I have to say, I'm really worried about my bro. He's always had trouble in school: first, because he had undiagnosed learning disorders until a teacher told my parents to get him checked out in fifth grade (though I'd been trying to tell my parents the same thing since he was much younger, not that anyone listened to me); and then later because he just doesn't care if it doesn't interest him, and all that interests him is computer games. He's going to be starting at an in-state school that's a few hours away (MD is long from certain angles), and I'm really, really worried that he's going to make all the same mistakes of not going to class that I did, though for the reason that he just doesn't care. I had a goal in mind, even then, but he doesn't.

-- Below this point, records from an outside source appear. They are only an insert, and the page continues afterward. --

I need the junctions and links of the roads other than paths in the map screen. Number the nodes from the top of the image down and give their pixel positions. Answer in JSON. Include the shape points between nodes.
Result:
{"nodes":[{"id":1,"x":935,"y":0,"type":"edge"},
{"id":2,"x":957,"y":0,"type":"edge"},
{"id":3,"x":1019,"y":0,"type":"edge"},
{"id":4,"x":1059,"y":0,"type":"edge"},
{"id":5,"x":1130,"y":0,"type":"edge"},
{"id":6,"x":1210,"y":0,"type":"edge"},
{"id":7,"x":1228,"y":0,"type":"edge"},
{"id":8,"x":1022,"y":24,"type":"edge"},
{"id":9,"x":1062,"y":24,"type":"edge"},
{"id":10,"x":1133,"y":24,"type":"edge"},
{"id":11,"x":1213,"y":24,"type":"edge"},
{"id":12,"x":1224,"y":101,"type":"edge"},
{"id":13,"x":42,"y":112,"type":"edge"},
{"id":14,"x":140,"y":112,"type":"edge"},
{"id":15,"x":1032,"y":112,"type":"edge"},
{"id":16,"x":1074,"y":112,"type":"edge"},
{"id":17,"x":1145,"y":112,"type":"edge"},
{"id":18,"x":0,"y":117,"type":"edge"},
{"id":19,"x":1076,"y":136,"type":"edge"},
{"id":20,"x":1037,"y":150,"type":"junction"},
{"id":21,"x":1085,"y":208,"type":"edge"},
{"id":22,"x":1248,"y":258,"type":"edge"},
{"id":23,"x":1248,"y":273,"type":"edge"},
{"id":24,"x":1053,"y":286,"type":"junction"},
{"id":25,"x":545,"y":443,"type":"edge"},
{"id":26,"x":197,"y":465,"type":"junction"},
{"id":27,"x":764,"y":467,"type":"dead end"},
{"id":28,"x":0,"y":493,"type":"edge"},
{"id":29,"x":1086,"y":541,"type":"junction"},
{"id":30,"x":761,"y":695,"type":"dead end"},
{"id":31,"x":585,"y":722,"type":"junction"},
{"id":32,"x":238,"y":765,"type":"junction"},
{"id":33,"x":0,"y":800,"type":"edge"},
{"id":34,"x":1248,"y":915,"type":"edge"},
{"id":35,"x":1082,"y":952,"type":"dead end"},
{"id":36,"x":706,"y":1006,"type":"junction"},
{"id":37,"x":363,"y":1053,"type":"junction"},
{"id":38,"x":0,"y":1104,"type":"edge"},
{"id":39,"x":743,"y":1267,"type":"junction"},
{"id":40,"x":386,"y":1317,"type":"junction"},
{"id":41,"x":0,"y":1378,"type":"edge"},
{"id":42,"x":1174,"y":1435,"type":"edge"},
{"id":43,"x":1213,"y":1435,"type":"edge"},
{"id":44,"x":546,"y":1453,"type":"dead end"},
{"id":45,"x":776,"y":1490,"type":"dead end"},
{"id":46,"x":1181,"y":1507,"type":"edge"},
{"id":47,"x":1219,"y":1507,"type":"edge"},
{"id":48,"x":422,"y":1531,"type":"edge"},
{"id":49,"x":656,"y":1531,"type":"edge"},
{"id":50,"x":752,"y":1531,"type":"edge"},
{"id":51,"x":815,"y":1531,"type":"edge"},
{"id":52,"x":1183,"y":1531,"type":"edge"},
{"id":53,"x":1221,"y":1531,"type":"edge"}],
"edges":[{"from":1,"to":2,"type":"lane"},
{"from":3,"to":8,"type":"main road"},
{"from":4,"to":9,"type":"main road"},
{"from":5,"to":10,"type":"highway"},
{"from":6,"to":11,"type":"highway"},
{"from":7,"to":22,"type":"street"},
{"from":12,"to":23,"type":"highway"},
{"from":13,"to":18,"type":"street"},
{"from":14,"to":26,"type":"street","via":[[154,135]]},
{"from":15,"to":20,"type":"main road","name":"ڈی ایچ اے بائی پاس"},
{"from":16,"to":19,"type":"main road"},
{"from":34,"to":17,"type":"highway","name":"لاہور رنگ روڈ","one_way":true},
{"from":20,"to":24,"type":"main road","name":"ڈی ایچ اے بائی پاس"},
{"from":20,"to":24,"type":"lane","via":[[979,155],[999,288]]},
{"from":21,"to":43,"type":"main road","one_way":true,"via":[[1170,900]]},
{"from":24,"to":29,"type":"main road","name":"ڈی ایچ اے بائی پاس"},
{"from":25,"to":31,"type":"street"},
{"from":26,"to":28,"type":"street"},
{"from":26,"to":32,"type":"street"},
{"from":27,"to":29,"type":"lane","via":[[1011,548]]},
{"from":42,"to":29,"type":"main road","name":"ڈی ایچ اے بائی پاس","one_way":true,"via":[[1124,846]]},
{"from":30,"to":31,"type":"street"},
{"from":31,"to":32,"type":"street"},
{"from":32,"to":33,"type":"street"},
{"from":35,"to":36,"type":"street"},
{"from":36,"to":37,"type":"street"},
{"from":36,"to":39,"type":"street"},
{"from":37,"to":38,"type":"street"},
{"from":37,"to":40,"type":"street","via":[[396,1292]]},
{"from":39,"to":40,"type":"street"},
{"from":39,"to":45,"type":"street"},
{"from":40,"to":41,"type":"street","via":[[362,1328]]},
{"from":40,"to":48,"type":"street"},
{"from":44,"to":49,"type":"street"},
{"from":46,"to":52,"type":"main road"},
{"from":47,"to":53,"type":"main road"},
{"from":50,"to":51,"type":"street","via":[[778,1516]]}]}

I've been saying for years now that he should have deferred a year and worked in between, to learn that RL sucks if you don't have a bachelor's degree (in general, but I'd rather have him learn the lesson and then not need it than the other way 'round). Naturally, I got informed that I could tell other people what to do with their lives once I got mine sorted out. My family goes for the jugular.

The child is going to be going to school without having picked a major, and he has no idea what he wants to do with his life. He's also got no real self-discipline. I'm assuming everyone can see why I'm worried.



Jun. 12th, 2009 05:46 pm (UTC)
If games interest him, see if you can get him interested in making games - either programming or designing art / game levels. Show him job offers from game companies, like, say, Blizzard. That might give him a goal to shoot for, which... even if he doesn't get hired by a gaming company, he'll have marketable skills if he tries really hard to get there.

Word of caution though - since the number of people that want to work in the gaming industry is so high, salaries aren't exactly awesome and normal gaming companies (not startups like the one I'm at) are rumored to be very stressful.

Edited at 2009-06-12 05:53 pm (UTC)
Jun. 13th, 2009 12:29 am (UTC)
We've suggested that, but he's done some programming in school and it's never interested him.

I'd like for him to have a goal, since it makes it easier to weather the crap, but I know I can't make him have one.